Girona at home average 1.2 goals for and 1.5 against; conceding 3 to Betis is above their norm but not a statistical shock given their defensive record and the quality of opposition. Their overall goal profile – 35 scored, 48 conceded – paints a team that can hurt opponents but cannot reliably protect leads.

Betis, on their travels, score 1.3 and concede 1.4 on average. Putting 3 past Girona fits with their broader attacking pattern: they have 48 goals in 32 matches overall, and their minute distribution shows a dual surge in the 16-30 and 76-90 ranges, each at 20.83% of their goals. They are dangerous both in early control phases and late, chaotic stretches – precisely when Girona’s yellow-card curve spikes and their concentration can waver.

Defensively, Betis concede 40 overall, with 25.00% of those goals arriving in the 0-15 window and 20.00% between 31-45. That vulnerability in early and pre-interval phases dovetails with Girona’s willingness to start aggressively at home, explaining how the hosts were able to score twice despite lacking Vanat.

From an Expected Goals perspective, the patterns suggest Betis likely edged the quality of chances. Their controlled possession via Amrabat, Roca and Lo Celso, combined with Ezzalzouli’s ability to generate high-value opportunities, typically pushes their xG above their raw shot volume. Girona, more reliant on moments and second-phase attacks without a true penalty-box striker, are inclined to generate a flatter xG profile despite similar shot counts.

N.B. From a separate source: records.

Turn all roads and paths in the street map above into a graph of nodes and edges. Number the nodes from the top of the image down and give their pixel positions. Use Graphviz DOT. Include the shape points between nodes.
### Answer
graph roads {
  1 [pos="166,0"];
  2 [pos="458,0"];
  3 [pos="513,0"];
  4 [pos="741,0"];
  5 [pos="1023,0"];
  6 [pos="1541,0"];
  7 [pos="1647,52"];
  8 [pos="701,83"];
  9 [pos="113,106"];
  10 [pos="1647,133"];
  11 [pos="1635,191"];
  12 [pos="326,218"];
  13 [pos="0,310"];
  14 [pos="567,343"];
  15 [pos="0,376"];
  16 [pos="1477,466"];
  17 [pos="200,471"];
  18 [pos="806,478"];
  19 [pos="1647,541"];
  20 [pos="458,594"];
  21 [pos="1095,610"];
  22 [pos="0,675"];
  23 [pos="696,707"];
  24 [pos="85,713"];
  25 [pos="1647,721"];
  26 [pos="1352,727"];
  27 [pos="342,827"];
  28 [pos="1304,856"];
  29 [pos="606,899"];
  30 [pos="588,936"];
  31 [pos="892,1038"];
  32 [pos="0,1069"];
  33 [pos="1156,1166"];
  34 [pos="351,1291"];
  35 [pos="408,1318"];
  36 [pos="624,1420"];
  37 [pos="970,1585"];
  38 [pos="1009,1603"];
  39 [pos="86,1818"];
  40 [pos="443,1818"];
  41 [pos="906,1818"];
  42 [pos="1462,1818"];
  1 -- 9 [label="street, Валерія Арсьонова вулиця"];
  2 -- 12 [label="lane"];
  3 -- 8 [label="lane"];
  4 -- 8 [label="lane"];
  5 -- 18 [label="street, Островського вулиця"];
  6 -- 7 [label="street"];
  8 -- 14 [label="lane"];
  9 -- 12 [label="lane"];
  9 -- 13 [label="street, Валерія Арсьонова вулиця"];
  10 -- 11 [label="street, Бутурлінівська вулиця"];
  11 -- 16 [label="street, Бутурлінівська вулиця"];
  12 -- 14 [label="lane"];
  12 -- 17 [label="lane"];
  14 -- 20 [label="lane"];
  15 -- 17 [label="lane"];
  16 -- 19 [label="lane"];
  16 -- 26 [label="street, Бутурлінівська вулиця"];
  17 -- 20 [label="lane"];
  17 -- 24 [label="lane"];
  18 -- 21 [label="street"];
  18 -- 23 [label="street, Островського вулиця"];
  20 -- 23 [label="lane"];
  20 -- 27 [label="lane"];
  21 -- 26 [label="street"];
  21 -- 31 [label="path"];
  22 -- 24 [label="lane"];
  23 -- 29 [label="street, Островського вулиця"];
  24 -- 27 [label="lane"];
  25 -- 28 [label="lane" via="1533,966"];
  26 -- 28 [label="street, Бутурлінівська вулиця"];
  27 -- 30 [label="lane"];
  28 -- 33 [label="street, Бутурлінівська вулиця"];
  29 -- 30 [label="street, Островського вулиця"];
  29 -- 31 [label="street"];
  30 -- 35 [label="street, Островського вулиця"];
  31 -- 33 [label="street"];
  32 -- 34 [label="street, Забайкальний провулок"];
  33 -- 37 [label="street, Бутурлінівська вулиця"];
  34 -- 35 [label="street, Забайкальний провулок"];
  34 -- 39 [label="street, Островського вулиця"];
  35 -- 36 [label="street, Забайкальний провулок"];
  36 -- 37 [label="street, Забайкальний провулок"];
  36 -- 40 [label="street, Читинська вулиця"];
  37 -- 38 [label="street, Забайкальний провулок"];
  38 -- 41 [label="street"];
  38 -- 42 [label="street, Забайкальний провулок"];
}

The 3-2 away win therefore feels less like an upset and more like the logical intersection of two season arcs: Girona’s volatility and late-game disciplinary strain against Betis’s layered attacking structure and superior game management. In a match defined by fine margins and shifting momentum, the side with the clearer identity and deeper attacking toolkit walked out of Montilivi with the points.